Forest and woodland; udic soils; Tsuga heterophylla and Thuja plicata.

These forests are common in extreme northwestern Montana, and extend eastward to the Continental Divide in the Lake McDonald drainage of Glacier National Park. Isolated stands of western hemlock (Tsuga heterophylla) occur in the Swan Valley, but are found most commonly in the Libby and ThompsonFalls vicinities west to the Idaho border. Western red cedar (Thuja plicata) occurs extensively in the Swan and Mission Mountain ranges, south to Missoula, and forms small riparian forests along major streams in the Bitterroot Mountain Range. This system is confined to the riparian zone of major streams on the east face of the Bitterroot Mountain Range as far south as Hamilton. Grand fir (Abies grandis), being less moisture dependent, extends to drier sites and occurs in more southerly and easterly sites than western red cedar and western hemlock.

These forests are generally dominated by western hemlock, western red cedar, and grand fir. Disturbed sites can and occasionally do return directly to dominance by the climax tree species, but other stands are often a mixture of the climax species with seral tree species such as Douglas-fir (Pseudotsuga menziesii), western white pine (Pinus monticola), lodgepole pine (Pinus contorta), western larch (Larix occidentalis) and paper birch (Betula papyrifera). Engelmann spruce (Picea engelmannii) and subalpinefir (Abies lasiocarpa) may be present on the coldest sites,and ponderosa pine (Pinus ponderosa) may be present on the warmest and driest sites. In Glacier National Park and the Selway-Bitterroot Wilderness in Montana, western red cedar is dominant in wet ravines, well-drained flats and poorly drained depressions. Both western red cedar and western hemlock are shade-tolerant conifers that occur in similar mesic environments; however, western red cedar extends locally into slightly drier sites and occurs further south and east in Montana. Shade-intolerant grand fir is seral in western hemlock or western red cedar dominated forests and has lower moisture requirements than its associates.

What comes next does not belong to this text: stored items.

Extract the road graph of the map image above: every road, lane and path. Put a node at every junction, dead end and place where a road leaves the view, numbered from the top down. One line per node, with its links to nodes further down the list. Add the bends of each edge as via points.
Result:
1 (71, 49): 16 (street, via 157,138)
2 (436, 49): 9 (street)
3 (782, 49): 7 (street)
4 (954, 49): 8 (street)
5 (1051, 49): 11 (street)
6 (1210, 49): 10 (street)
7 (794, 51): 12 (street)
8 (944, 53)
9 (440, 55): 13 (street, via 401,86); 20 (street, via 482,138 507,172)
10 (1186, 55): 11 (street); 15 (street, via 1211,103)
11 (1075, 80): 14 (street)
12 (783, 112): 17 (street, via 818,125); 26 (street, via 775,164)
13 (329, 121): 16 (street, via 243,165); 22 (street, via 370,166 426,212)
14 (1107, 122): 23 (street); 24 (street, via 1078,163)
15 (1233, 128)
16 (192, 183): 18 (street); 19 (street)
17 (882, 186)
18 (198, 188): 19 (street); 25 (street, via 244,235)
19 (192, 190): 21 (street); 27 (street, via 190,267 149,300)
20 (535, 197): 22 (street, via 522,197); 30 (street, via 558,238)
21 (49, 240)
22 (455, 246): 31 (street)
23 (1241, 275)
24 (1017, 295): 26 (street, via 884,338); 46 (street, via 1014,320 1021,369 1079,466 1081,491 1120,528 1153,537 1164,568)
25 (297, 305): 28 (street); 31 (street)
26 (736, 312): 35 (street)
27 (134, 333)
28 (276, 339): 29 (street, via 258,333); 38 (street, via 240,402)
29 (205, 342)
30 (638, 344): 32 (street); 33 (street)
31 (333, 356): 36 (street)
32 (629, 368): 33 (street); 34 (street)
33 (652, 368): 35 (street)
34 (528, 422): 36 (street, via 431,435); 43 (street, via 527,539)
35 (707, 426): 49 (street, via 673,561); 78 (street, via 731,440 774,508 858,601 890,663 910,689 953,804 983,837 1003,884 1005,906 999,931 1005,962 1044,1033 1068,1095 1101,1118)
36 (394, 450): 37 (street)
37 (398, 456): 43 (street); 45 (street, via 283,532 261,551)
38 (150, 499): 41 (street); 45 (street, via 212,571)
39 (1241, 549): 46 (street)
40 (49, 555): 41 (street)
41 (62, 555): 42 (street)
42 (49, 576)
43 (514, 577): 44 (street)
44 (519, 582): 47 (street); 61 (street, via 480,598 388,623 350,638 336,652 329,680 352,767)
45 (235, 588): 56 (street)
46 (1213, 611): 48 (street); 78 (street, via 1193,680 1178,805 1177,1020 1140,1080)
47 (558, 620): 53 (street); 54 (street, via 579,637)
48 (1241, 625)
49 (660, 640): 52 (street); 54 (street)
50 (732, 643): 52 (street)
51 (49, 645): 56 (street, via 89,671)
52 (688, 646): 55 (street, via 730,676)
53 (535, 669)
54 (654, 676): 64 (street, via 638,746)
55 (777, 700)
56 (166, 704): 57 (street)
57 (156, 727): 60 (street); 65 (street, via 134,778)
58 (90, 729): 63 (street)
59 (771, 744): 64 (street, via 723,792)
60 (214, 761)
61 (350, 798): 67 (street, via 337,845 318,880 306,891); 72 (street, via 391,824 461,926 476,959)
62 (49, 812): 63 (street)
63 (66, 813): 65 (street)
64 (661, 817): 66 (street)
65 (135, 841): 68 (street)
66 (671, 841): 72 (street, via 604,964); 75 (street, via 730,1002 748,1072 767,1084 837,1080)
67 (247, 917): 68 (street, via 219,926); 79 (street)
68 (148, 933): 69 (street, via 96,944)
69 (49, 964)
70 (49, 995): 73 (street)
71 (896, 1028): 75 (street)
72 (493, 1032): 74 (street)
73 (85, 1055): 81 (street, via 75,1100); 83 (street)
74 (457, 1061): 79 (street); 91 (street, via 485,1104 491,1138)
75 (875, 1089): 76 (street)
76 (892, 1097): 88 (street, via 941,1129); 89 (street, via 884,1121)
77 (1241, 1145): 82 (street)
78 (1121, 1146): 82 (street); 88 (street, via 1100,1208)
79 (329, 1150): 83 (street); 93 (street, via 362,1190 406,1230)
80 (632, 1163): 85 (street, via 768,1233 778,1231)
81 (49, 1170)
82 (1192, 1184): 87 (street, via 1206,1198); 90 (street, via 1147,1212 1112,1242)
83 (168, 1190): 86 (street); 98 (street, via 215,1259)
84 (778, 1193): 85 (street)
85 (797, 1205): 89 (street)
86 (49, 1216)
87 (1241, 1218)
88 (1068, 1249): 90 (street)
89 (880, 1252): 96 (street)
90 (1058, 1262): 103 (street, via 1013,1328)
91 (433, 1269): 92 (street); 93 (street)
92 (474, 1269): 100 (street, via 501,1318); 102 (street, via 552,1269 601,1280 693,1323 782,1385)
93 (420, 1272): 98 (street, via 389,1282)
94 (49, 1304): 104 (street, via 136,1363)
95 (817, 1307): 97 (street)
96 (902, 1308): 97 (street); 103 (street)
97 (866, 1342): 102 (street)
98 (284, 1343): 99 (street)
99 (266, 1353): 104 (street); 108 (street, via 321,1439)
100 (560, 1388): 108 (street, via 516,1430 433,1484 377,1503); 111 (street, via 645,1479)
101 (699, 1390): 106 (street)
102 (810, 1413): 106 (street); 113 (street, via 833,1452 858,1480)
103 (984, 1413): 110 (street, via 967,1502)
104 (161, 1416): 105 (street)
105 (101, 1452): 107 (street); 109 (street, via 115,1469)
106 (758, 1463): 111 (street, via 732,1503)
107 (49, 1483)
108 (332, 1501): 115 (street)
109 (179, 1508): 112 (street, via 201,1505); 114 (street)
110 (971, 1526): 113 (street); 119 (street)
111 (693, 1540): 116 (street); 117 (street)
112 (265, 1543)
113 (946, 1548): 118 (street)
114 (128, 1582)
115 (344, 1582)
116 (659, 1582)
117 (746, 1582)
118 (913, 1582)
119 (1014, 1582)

Common shrubs include mountain boxwood (Paxistima myrsinites), thinleaf alder (Alnus incana), Rocky Mountain maple (Acer glabrum), birch leaf spiraea (Spiraea betulifolia), common snowberry (Symphoricarpos albus), bunchberry dogwood (Cornus canadensis), thimbleberrry (Rubus parviflorus), rusty leaf menziesia (Menziesia ferruginea), and mountain huckleberry (Vaccinium membranaceum). Pacific yew (Taxus brevifolia) can occur in a tree form in the understory on some occurrences in westernmost Montana and as a prevalent shrub in occurrences in the Swan Valley.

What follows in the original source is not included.